Carlos decide leer como puede los mensajes que le llegan al móvil. Tres semanas de mensajes sin leer, más de veinte días de ánimos, cientos de personas dándole fuerza, pidiéndole que luchara. Sus hijos, sus nietos. Su mujer. Carlos sonríe y saca fuerzas de donde no las hay para hablar con su familia. Cada vez más lúcido, cada vez más fuerte. Cada vez más vivo.

El 27 de abril, Carlos Fernández es dado de alta. Treinta y tres días después de su ingreso, está oficialmente curado. Aún le quedan catorce días de aislamiento en casa, en un estado complicado, pero tras más de un mes ingresado, agotado y solo, estos días son más llevaderos. «Nunca podré agradecer lo suficiente cómo me han cuidado.

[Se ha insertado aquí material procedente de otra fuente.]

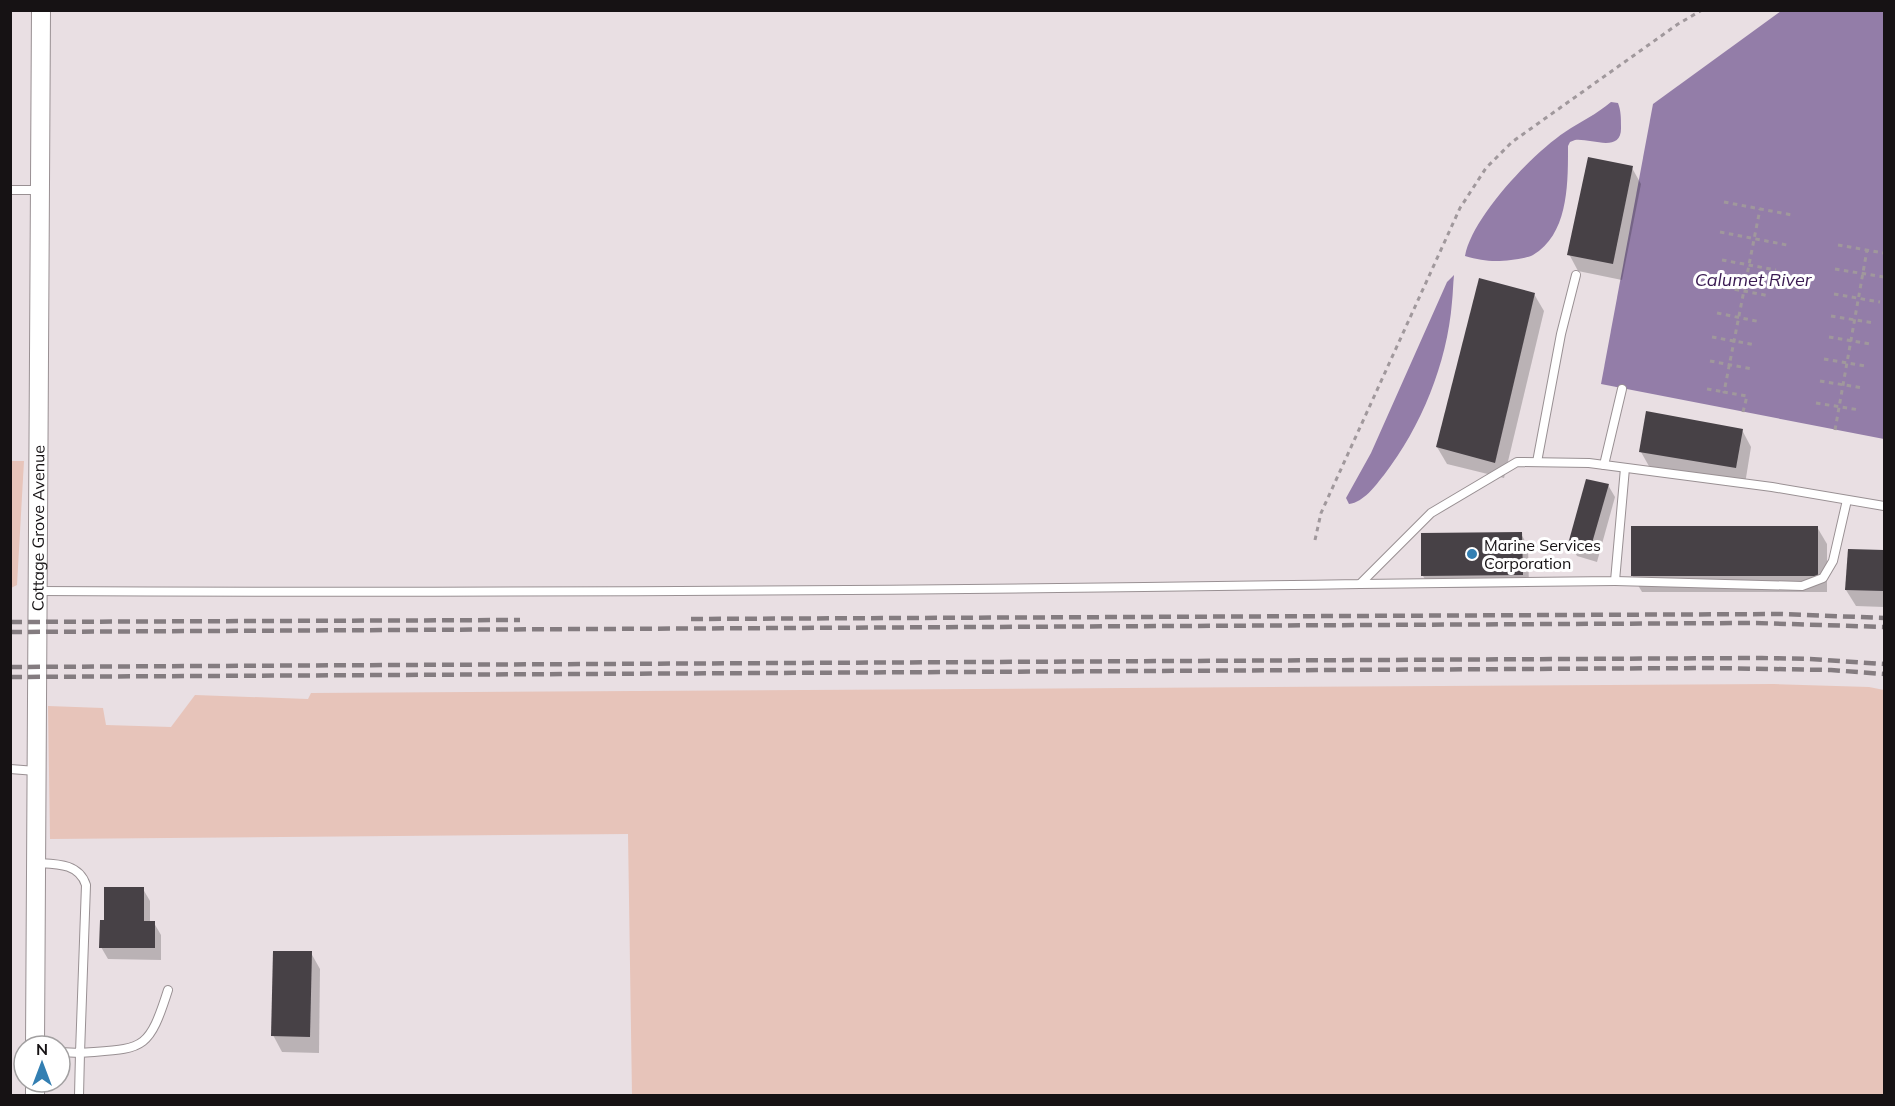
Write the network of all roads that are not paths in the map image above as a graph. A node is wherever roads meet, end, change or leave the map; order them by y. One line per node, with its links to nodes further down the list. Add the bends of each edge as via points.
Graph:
1 (41, 10): 3 (street, Cottage Grove Avenue)
2 (10, 190): 3 (lane)
3 (40, 190): 13 (street, Cottage Grove Avenue)
4 (1576, 275): 6 (lane)
5 (1622, 388): 7 (lane)
6 (1537, 462): 7 (lane); 12 (lane, via 1517,462 1431,513)
7 (1604, 465): 8 (lane)
8 (1625, 468): 9 (lane); 11 (lane)
9 (1847, 500): 10 (lane); 11 (lane, via 1833,561 1823,579 1802,586)
10 (1884, 506)
11 (1615, 581): 12 (lane)
12 (1360, 584): 13 (lane, via 625,591)
13 (37, 591): 15 (street, Cottage Grove Avenue)
14 (10, 769): 15 (lane)
15 (36, 771): 16 (street, Cottage Grove Avenue)
16 (36, 863): 18 (street, Cottage Grove Avenue); 20 (lane, via 71,867 86,885)
17 (168, 990): 20 (lane, via 158,1022 145,1041 115,1052)
18 (35, 1034)
19 (72, 1053): 20 (lane)
20 (80, 1053): 21 (lane)
21 (80, 1095)

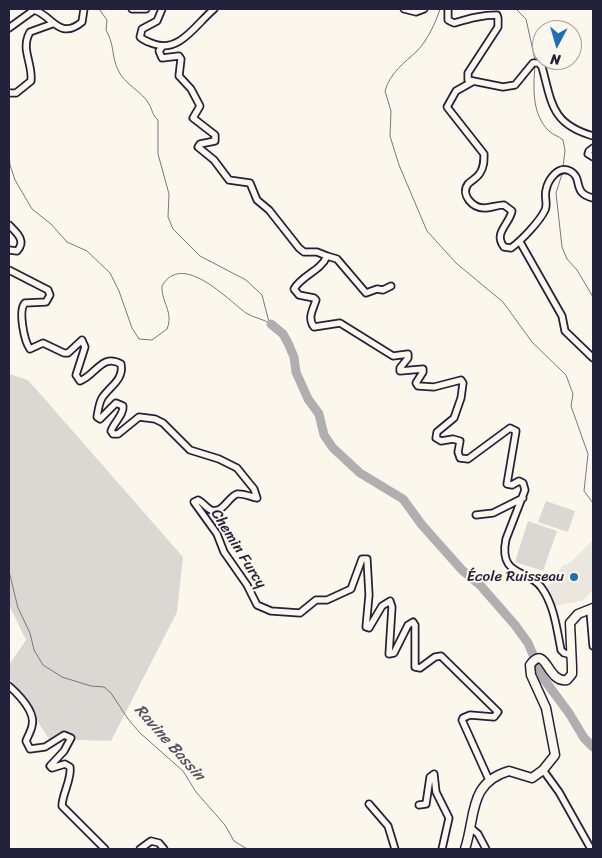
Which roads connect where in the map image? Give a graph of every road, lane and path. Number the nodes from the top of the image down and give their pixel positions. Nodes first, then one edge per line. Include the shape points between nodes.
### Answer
1 (84, 9) edge
2 (132, 9) edge
3 (146, 9) edge
4 (162, 9) edge
5 (214, 9) edge
6 (404, 9) edge
7 (424, 9) edge
8 (448, 9) edge
9 (52, 24) junction
10 (9, 28) edge
11 (162, 46) junction
12 (472, 82) junction
13 (9, 93) edge
14 (593, 136) edge
15 (593, 148) edge
16 (593, 157) edge
17 (593, 198) edge
18 (9, 225) edge
19 (520, 242) junction
20 (9, 250) edge
21 (327, 256) junction
22 (9, 270) edge
23 (391, 286) dead end
24 (593, 358) edge
25 (523, 498) junction
26 (476, 516) dead end
27 (592, 609) edge
28 (593, 646) edge
29 (572, 655) junction
30 (9, 686) edge
31 (543, 770) junction
32 (489, 780) junction
33 (369, 804) dead end
34 (419, 804) dead end
35 (471, 828) junction
36 (105, 849) edge
37 (140, 849) edge
38 (164, 849) edge
39 (395, 849) edge
40 (442, 849) edge
41 (465, 849) edge
42 (486, 849) edge
43 (590, 849) edge

1 - 9 street via 82,22 77,26 62,28
2 - 3 street
4 - 11 street via 157,21 139,32 144,40
5 - 11 street via 187,36 174,45
6 - 7 street via 416,12
8 - 12 street via 448,20 454,23 486,15 498,18 498,27 467,76
9 - 10 street via 34,10
9 - 13 street via 36,28 28,36 25,50 32,71 31,81 16,93
11 - 21 street via 159,51 162,58 179,56 181,59 179,76 200,106 194,118 215,135 215,141 200,144 200,150 214,160 229,180 250,183 257,200 299,248
12 - 14 street via 515,86 533,63 539,63 552,107 570,125
12 - 19 street via 456,91 447,107 484,154 482,169 467,185 465,193 468,201 477,208 509,206 511,216 499,235 500,242 511,248
15 - 16 street via 588,154
17 - 19 street via 580,192 570,171 556,171 546,190 545,210
18 - 20 street via 20,236 21,242 16,251
19 - 24 street via 562,316 566,331
21 - 23 street via 336,259 366,294
21 - 25 street via 294,289 300,296 316,300 310,316 312,325 340,323 393,356 408,354 400,371 422,369 416,383 418,386 434,387 461,380 461,398 454,418 437,432 436,438 460,441 458,456 464,460 510,428 514,429 516,436 507,484 523,483
22 - 32 street, Chemin Furcy via 48,290 50,295 46,302 22,306 30,349 43,343 68,353 82,340 85,347 76,375 80,381 102,363 110,360 121,364 122,370 116,383 103,397 97,417 102,418 116,404 123,406 124,410 113,424 113,434 118,434 139,417 156,419 190,450 218,459 242,472 257,498 235,495 223,507 213,510 201,501 194,502 217,534 224,552 248,585 257,605 296,614 316,600 327,600 351,589 362,560 367,559 369,595 366,627 370,628 382,606 390,601 389,654 394,653 408,625 413,622 415,667 420,668 442,656 498,712 494,717 470,715 462,720
25 - 26 street via 493,513
25 - 29 street via 507,534 506,557 514,570 542,588 551,608 561,650
27 - 28 street
27 - 29 main road via 578,614 570,623
29 - 31 main road via 572,674 567,680 555,678 542,659 532,662 530,670 544,701 555,749 555,755
30 - 36 street via 33,718 26,741 30,749 45,747 64,734 70,738 64,751 50,766 65,764 70,767 62,806
31 - 32 main road via 532,778 508,771
31 - 43 street via 559,792
32 - 35 main road via 474,802
33 - 39 street via 388,826
34 - 40 street via 428,801 430,777 434,774 436,792 449,818
35 - 41 main road
35 - 42 street
37 - 38 street via 151,841

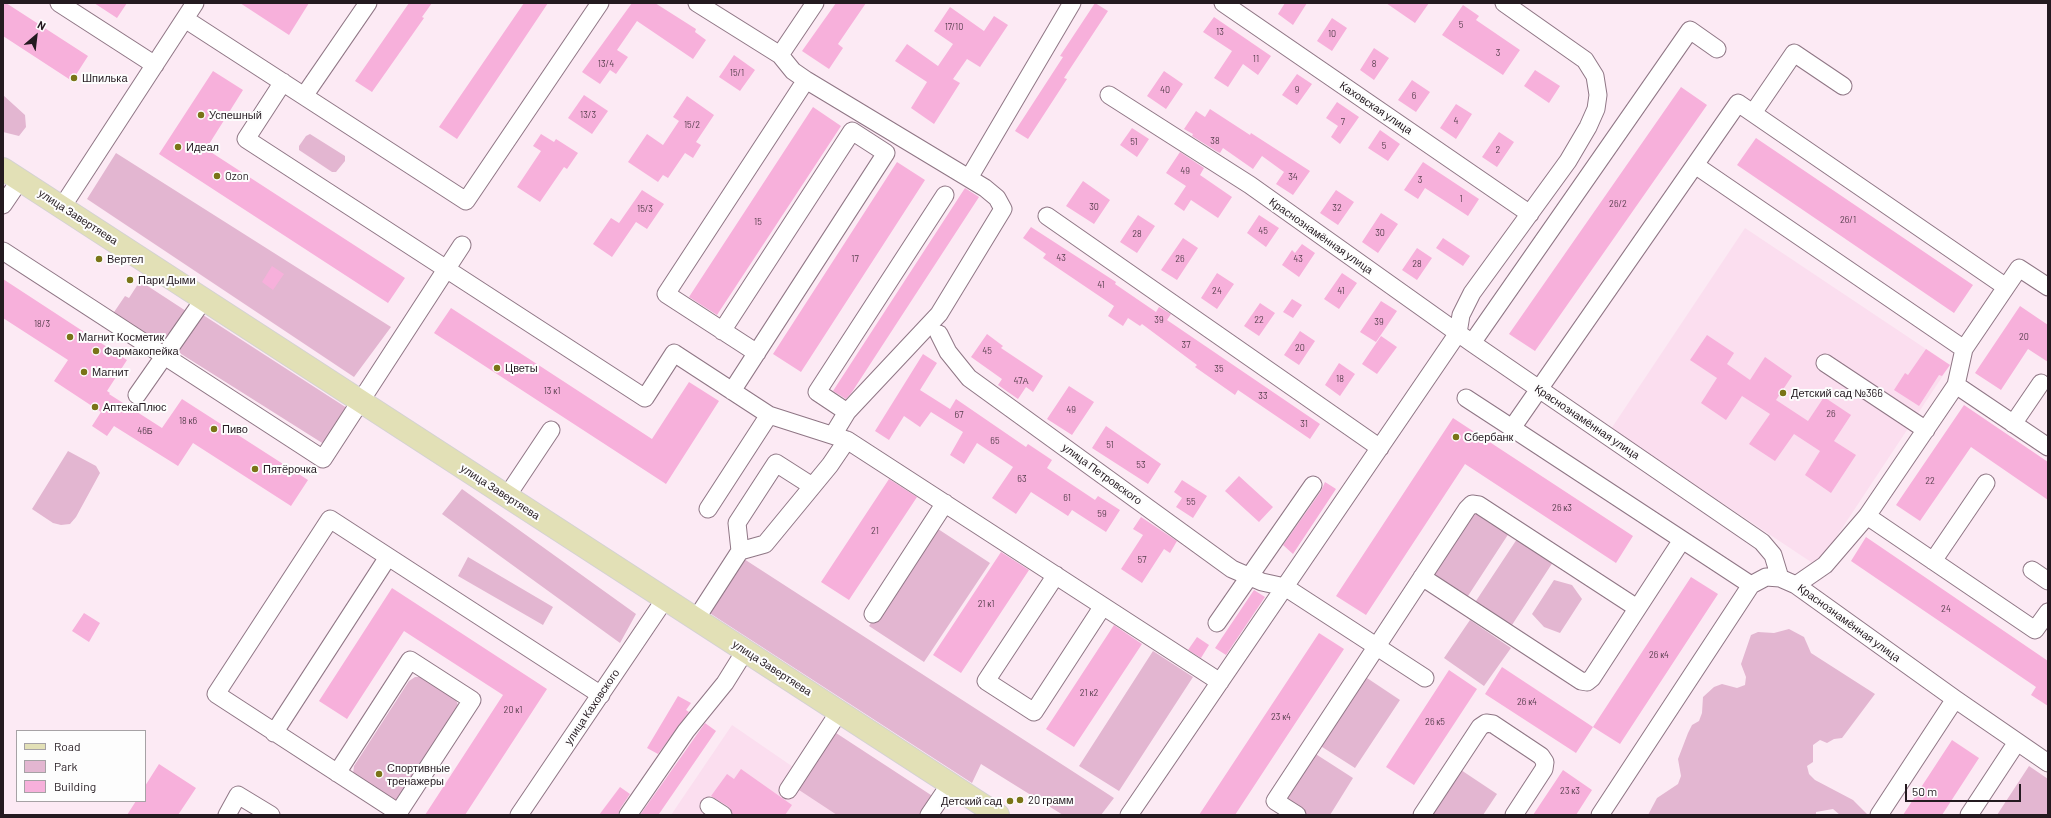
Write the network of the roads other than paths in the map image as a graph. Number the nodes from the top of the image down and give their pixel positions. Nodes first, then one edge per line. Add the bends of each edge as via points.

El tener un recurso como la sanidad pública, con los profesionales que tiene, desde el que limpia hasta el médico que se encarga de tu tratamiento, es un lujo que no podemos permitir que se pierda», afirma Carlos.

«Tener un recurso como la sanidad pública es un lujo que no podemos permitir que se pierda»

Su mujer está bien y feliz de poder tenerlo cerca. Sus hijos y sus nietos solo esperan el momento de poder abrazarle, tocar sus manos, besar sus ojos. Su único antojo han sido chuletillas de lechazo y eso es siempre buen síntoma para un vallisoletano. Aún queda un camino, pero lo peor ha pasado. Volverán pronto a hacer de bastón y a escuchar el hablar incansable de Carlos.

«En la familia queremos lanzar un mensaje de optimismo. Esta no es una historia especial, ni tampoco lacrimógena. Como mi padre ha habido muchos casos. Algunos no han podido salir y nos acordamos cada día de ellos. Otros hemos tenido más suerte. Pero si algo sentimos es un inmenso agradecimiento a todas las personas que durante treinta y tres días han sido el apoyo y la cura de mi padre. No tenemos palabras para agradecerles lo que han hecho y siguen haciendo. El personal del hospital, la neumóloga, el equipo de enfermería. Tenemos una enorme suerte y siempre estaremos agradecidos de su profesionalidad, entrega y calidad humana», dice su hijo David.

Carlos tiene una barba blanca que le da un aspecto de sabio. Está cansado, pero se recupera rápido. Ha vuelto a hablar sin parar y está deseando volver a su grupo de teatro 'Bambalinas'. Porque Carlos, además de todo, es un gran actor. No ve llegar el día de subirse de nuevo a las tablas a interpretar su papel en esta gran función. En cuanto pueda, volverá a caminar el Paseo de Zorrilla para oler esta primavera, sentir el viento de la vida y sonreír agradeciendo a quienes lo han hecho posible.

Su mujer ya está bien. Tuvo todos los síntomas, pero todo está ya en calma. Carlos le ha pedido que, por favor, deje encendida la luz por la noche. Ella no sabe por qué, pero acepta. Carlos necesita mirar a la derecha y ver esa puerta entreabierta, recordar la luz blanca de ese pasillo resplandeciente que durante un mes fue su única esperanza. A él le da seguridad. Yo creo que, en realidad, esa luz es la forma en la que la suerte, por fin, ha venido a su encuentro. Sabía que era cuestión de tiempo.